= Data shown =
○ ○ ○ ○ ○ ○ ○

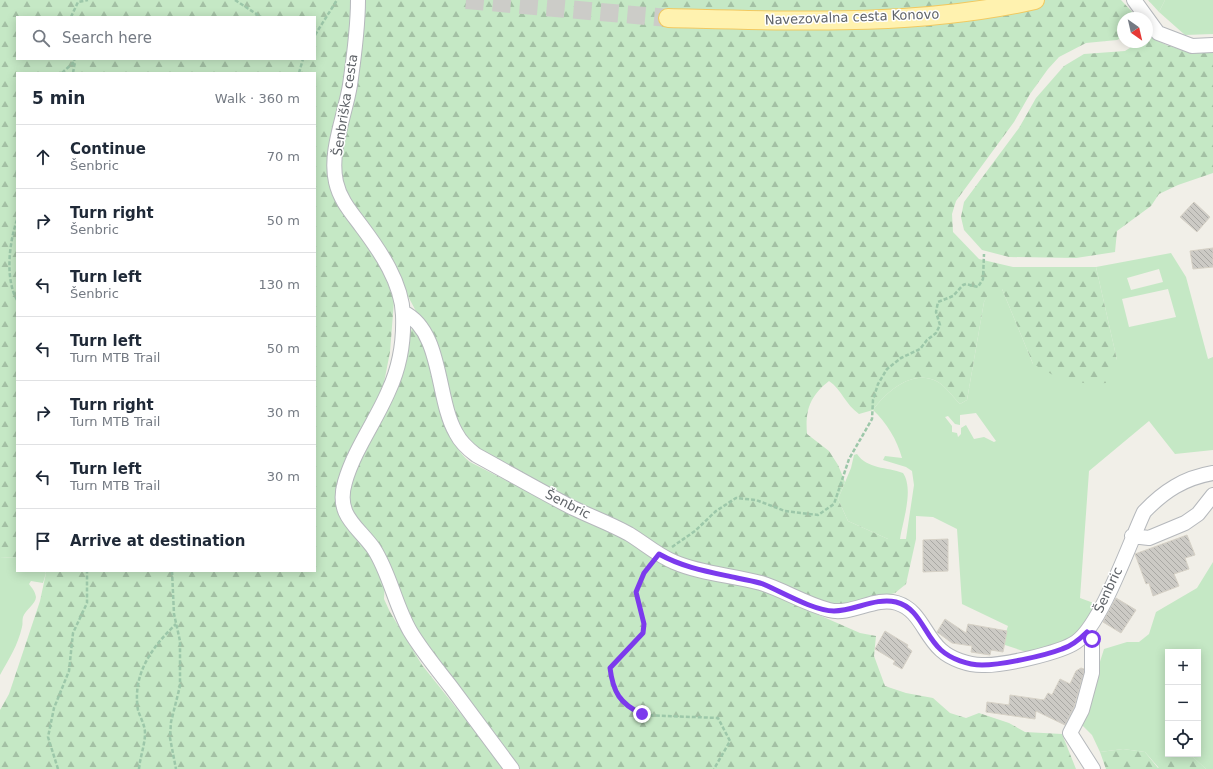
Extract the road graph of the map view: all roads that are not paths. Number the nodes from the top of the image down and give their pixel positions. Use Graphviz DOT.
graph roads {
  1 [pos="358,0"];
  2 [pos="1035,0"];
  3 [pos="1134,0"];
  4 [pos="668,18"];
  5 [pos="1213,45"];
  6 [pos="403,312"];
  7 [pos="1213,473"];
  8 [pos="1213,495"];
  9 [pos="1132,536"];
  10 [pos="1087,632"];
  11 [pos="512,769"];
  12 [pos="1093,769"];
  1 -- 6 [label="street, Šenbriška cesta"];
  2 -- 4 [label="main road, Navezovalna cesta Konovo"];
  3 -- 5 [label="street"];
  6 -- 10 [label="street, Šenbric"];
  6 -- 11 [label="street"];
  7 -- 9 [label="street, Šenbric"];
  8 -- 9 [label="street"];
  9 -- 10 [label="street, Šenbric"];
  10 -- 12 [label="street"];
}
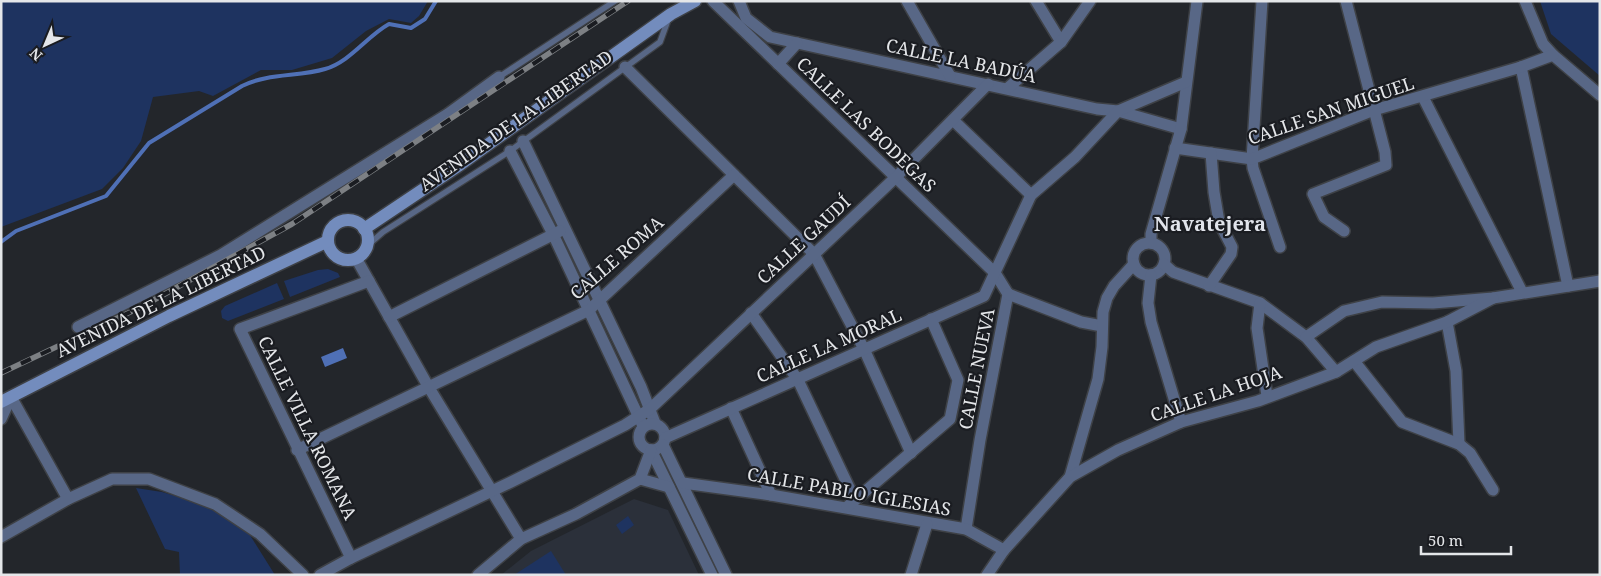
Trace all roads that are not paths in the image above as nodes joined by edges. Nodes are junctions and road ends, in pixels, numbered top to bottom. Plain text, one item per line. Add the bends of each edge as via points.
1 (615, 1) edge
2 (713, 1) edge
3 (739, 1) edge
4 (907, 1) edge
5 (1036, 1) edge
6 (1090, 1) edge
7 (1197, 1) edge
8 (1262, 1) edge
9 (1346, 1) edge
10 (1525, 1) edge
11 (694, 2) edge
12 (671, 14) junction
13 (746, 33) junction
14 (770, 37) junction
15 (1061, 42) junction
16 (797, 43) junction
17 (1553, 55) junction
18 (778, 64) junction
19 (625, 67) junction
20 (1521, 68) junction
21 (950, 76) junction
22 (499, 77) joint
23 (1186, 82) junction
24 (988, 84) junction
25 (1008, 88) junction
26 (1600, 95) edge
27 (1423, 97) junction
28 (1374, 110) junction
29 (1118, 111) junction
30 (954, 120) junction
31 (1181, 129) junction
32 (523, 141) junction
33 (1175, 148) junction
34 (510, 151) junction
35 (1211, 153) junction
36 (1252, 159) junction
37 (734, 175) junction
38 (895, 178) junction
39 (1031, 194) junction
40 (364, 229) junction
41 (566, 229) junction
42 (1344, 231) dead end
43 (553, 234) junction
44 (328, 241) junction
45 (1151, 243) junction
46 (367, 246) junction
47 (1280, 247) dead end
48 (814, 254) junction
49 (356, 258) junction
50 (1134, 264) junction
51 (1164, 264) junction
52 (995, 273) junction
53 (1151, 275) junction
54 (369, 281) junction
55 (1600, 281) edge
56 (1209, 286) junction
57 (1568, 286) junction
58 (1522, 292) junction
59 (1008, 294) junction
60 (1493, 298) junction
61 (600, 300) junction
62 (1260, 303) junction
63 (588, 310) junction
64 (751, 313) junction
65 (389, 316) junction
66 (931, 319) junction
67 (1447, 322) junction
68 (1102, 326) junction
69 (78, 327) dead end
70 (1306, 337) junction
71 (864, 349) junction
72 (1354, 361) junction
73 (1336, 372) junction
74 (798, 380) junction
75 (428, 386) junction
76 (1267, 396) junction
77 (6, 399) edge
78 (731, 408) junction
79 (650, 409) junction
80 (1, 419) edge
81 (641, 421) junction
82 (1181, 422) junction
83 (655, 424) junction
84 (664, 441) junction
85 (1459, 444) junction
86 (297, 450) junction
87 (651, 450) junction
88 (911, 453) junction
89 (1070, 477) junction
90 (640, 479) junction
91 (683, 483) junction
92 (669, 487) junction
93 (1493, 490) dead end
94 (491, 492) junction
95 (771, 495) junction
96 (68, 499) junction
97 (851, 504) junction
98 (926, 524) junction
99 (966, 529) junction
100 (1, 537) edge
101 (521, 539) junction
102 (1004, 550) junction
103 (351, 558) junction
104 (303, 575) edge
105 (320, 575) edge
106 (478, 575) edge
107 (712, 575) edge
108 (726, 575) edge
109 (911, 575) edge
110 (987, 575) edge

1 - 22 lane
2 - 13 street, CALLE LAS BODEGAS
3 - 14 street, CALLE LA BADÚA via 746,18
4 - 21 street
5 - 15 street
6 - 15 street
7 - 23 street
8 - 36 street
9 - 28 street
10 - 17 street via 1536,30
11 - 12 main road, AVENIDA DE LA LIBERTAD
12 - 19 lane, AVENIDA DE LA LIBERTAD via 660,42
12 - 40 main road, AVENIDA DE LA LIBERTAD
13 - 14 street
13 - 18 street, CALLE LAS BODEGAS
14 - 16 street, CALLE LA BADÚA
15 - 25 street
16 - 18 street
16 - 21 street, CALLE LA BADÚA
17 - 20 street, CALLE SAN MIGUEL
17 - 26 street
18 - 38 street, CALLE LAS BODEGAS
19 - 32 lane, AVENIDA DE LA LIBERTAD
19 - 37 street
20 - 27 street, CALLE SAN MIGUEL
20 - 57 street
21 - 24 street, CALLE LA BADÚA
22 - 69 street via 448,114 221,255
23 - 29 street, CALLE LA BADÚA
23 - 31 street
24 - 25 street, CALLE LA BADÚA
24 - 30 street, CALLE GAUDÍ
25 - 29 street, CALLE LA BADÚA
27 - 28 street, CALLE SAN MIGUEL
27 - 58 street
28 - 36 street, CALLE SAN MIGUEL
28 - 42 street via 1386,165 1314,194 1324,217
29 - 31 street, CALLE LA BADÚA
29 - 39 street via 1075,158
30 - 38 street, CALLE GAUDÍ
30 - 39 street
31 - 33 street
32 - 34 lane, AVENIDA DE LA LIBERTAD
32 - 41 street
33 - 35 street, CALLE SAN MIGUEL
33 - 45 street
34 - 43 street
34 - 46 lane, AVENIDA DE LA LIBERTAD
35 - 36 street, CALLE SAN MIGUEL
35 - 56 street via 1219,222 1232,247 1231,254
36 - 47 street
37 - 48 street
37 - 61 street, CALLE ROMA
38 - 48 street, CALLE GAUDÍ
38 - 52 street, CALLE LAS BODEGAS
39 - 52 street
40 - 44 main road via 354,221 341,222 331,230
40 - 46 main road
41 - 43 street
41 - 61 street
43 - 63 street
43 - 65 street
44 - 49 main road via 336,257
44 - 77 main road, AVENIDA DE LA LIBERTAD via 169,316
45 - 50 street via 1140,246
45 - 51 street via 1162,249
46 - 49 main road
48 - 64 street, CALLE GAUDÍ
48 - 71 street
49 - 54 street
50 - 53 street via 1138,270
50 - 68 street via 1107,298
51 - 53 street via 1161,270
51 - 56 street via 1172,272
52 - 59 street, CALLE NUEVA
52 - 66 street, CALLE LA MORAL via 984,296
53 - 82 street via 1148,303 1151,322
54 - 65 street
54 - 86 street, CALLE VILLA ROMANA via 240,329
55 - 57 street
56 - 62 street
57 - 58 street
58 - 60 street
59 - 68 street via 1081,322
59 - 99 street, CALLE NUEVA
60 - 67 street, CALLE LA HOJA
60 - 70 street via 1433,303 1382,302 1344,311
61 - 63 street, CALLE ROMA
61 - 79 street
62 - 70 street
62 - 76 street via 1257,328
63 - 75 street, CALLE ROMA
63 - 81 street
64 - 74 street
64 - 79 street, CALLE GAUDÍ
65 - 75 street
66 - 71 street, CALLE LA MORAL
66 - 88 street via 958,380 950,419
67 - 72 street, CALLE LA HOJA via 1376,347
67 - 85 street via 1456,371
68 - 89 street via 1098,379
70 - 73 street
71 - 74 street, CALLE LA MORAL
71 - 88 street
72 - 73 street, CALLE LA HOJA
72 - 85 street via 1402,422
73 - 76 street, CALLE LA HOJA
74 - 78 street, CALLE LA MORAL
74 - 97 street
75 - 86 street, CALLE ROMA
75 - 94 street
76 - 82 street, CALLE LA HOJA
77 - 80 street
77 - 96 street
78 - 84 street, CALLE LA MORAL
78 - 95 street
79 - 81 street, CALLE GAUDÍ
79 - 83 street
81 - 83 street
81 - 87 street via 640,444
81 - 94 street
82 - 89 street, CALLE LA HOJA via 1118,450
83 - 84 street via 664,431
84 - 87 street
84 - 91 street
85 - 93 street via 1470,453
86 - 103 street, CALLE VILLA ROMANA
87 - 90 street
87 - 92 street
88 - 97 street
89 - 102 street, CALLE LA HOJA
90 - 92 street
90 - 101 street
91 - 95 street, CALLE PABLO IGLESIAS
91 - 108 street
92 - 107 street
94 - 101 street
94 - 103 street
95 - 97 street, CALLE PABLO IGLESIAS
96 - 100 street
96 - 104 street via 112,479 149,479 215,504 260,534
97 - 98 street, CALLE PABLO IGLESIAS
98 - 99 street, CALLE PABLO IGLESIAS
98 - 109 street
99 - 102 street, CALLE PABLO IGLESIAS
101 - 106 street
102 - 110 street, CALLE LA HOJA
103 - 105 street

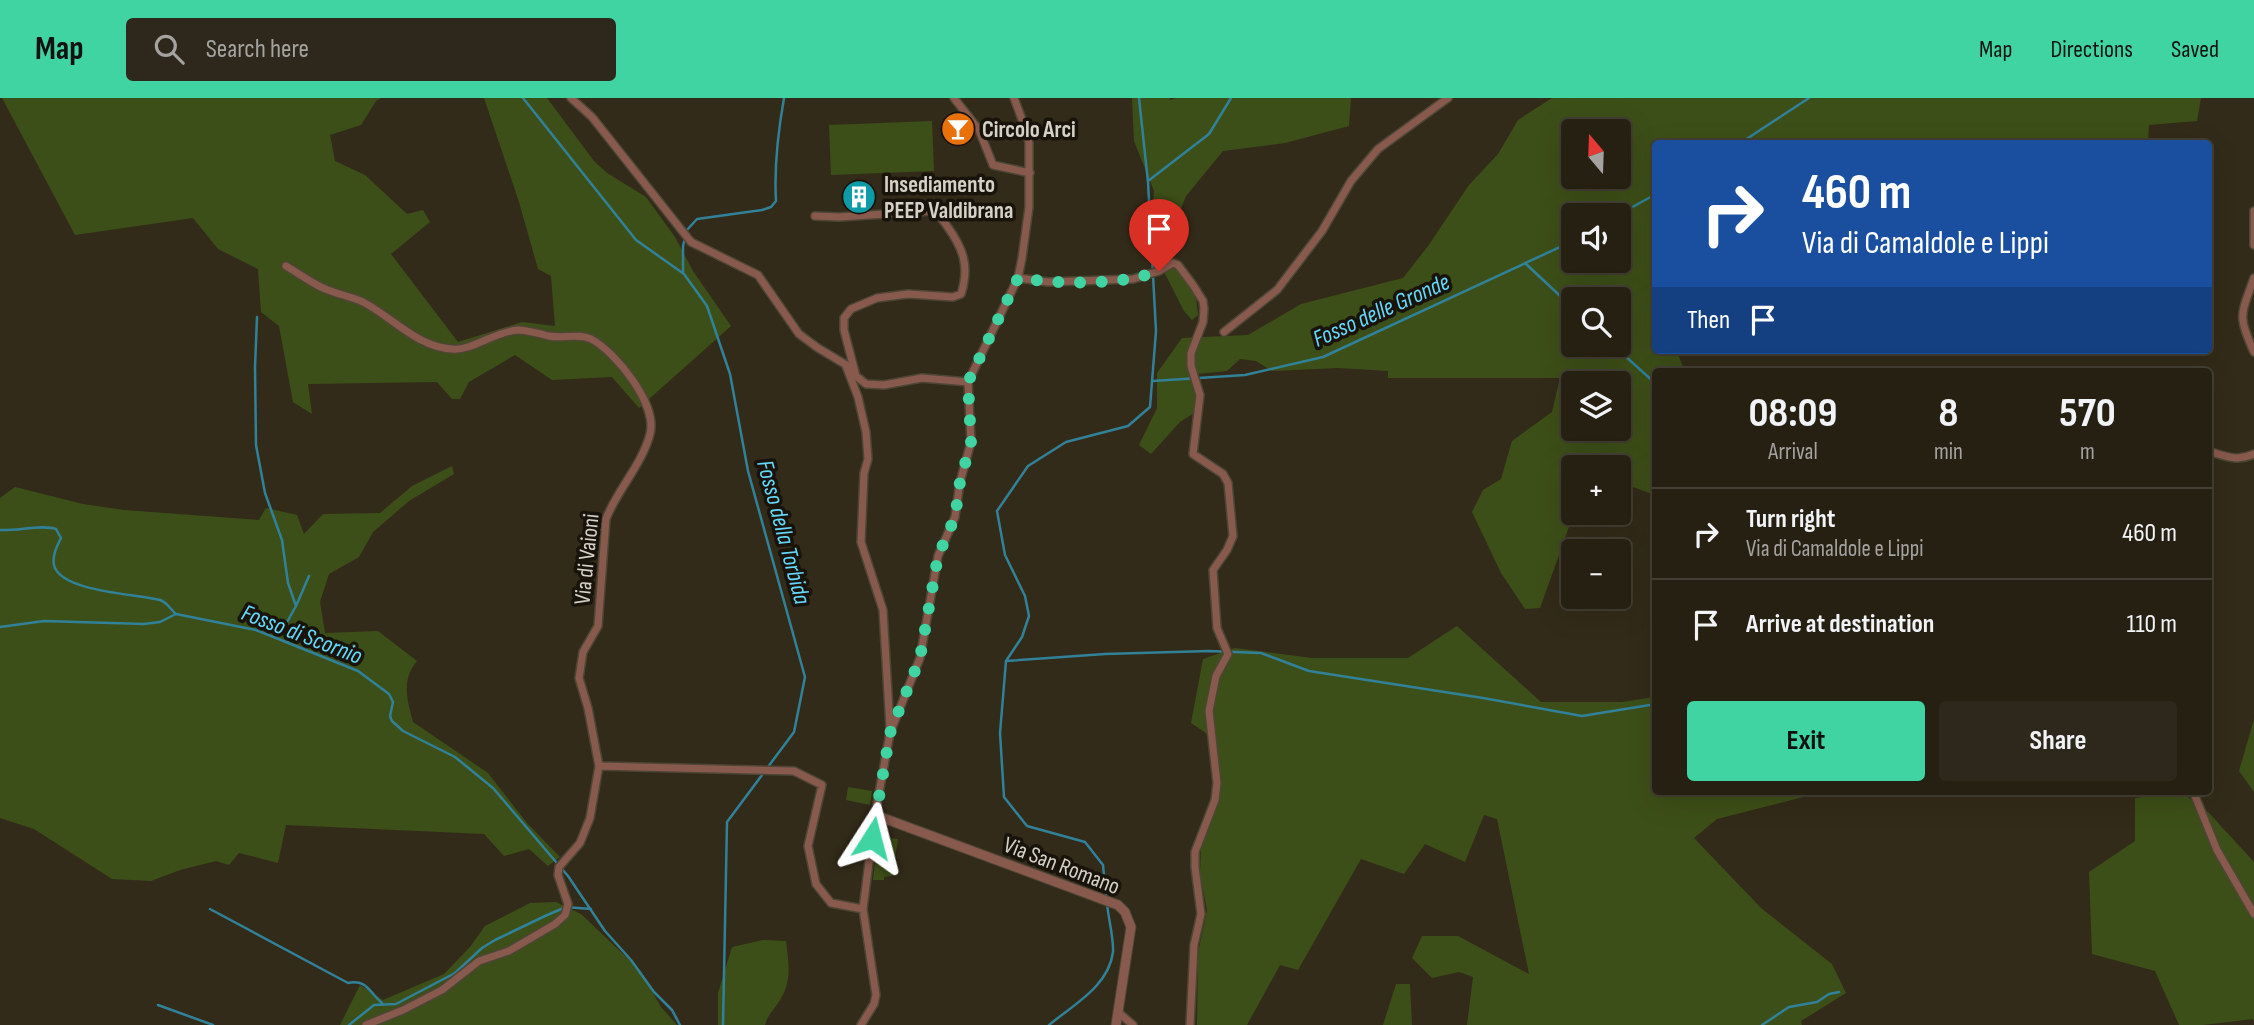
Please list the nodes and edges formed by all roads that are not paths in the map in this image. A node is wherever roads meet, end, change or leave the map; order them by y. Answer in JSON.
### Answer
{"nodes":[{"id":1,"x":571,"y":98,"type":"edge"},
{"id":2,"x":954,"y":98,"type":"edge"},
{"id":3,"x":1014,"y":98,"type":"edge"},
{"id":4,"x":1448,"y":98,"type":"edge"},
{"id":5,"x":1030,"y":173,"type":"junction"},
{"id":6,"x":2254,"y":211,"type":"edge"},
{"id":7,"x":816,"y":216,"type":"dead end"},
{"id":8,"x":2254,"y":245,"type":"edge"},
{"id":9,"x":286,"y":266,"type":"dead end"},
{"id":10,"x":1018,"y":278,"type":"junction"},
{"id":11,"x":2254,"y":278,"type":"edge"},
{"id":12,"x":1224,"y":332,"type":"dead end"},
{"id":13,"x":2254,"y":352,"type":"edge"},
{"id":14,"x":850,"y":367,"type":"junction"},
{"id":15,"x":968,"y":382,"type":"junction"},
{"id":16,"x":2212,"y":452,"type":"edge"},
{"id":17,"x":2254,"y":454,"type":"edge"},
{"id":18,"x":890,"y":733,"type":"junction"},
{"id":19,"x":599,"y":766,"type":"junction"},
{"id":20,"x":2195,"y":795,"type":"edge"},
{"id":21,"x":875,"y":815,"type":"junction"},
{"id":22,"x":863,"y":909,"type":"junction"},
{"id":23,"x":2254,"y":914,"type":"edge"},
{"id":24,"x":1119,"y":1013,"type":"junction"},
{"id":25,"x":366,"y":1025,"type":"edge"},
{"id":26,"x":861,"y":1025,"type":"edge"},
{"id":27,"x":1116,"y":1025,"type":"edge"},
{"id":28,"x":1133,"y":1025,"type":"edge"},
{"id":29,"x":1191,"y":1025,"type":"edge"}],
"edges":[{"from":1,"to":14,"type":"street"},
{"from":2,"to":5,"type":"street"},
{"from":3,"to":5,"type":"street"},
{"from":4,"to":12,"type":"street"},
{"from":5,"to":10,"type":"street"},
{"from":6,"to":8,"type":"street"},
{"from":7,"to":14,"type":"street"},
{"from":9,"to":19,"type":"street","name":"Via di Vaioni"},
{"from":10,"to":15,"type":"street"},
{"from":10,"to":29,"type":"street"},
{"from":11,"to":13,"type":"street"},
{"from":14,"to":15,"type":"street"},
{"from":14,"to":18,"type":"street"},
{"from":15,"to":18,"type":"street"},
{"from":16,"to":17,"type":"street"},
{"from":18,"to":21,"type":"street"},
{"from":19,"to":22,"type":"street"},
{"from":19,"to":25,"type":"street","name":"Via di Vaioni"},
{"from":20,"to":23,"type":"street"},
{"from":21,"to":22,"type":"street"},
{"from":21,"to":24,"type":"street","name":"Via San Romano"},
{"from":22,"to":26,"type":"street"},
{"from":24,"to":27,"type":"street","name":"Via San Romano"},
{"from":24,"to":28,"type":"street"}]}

○ ○ ○ ○ ○ ○ ○

= Work request =
For every line above that has "MIGUEL" in it, copy the line.

= Result of this task =
17 - 20 street, CALLE SAN MIGUEL
20 - 27 street, CALLE SAN MIGUEL
27 - 28 street, CALLE SAN MIGUEL
28 - 36 street, CALLE SAN MIGUEL
33 - 35 street, CALLE SAN MIGUEL
35 - 36 street, CALLE SAN MIGUEL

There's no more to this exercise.